Haines leaned back and rubbed his hands together. “There were several things that gave their weaknesses away. When we put it all together, we decided that the enemy represents some sort of limited advanced force or scouting group of a civilization still too far away to count in the immediate future. We decided that the enemy isn’t too aware of our present abilities--that his intelligence service is poor as far as modern Earth is concerned. We figure he won’t be able to act with any speed to repair the damages we make.”

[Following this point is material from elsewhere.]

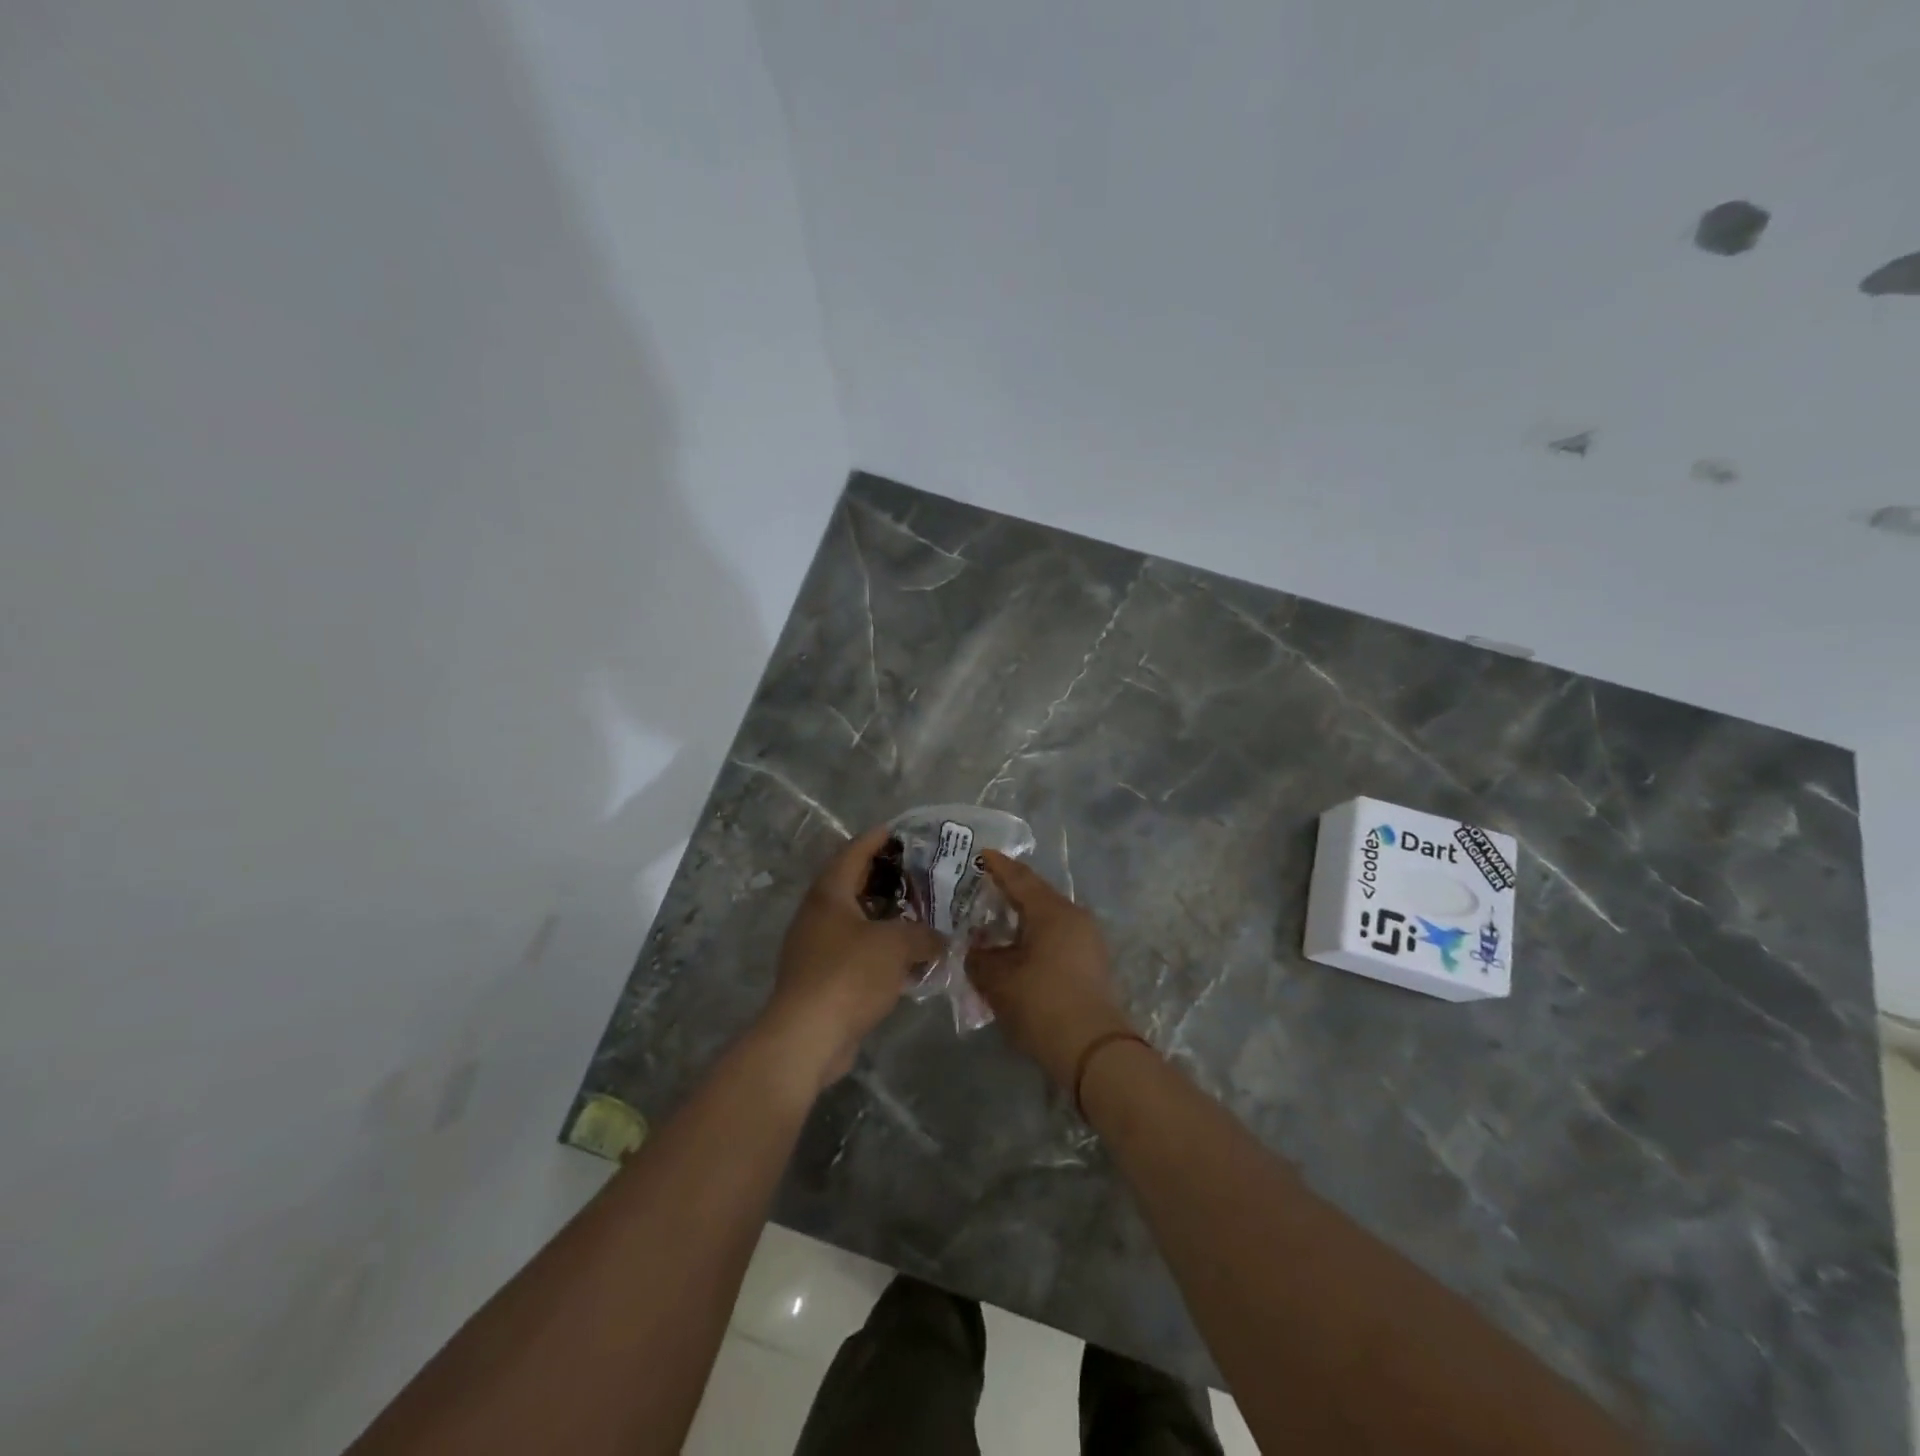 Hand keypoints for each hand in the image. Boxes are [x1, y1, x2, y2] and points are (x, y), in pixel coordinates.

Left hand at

“Tell them how we worked that out,” said Ferrati, who had begun to grow again the short black beard that Burl remembered he had worn on his famous expeditions.

“Well,” said Haines, drawing the word out to build up suspense, “did you know that the station in the Andes, the one you cracked open, was built at least thirty years ago? And never put into operation in all that time?”

Burl was surprised. “Why ... I hadn’t thought of it--but it could have been. That valley was so isolated and deserted, probably nobody would ever have spotted it.

“Right,” Haines added, “and our investigation team studied the remains, the foundations, the layout, and we’re sure it’s been there at least three decades. That’s one clue.

“The second clue was the relative flimsiness of the walls. The builders hadn’t expected us to be able to blow them up. They were some sort of quick construction--a plastic, strong, but not able to hold up against blasting powder, let alone real heavy bombs or A-bombs.

“Now why was that? And the third clue, why didn’t they have a repair system available, or at least some sort of automatic antiaircraft defense?”

Burl looked at Ferrati. The latter was watching him shrewdly to see if he could figure it out.

“The builders didn’t expect an air attack,” said Burl slowly, “because of the air disturbances. They did not know we would have a Moon base that could spot their location. Hence they figured that our civilization would remain as it was thirty years ago. We wouldn’t have been able to spot the location at that time, because it required outer-space observation. It might have taken us several years of tramping around to locate it.”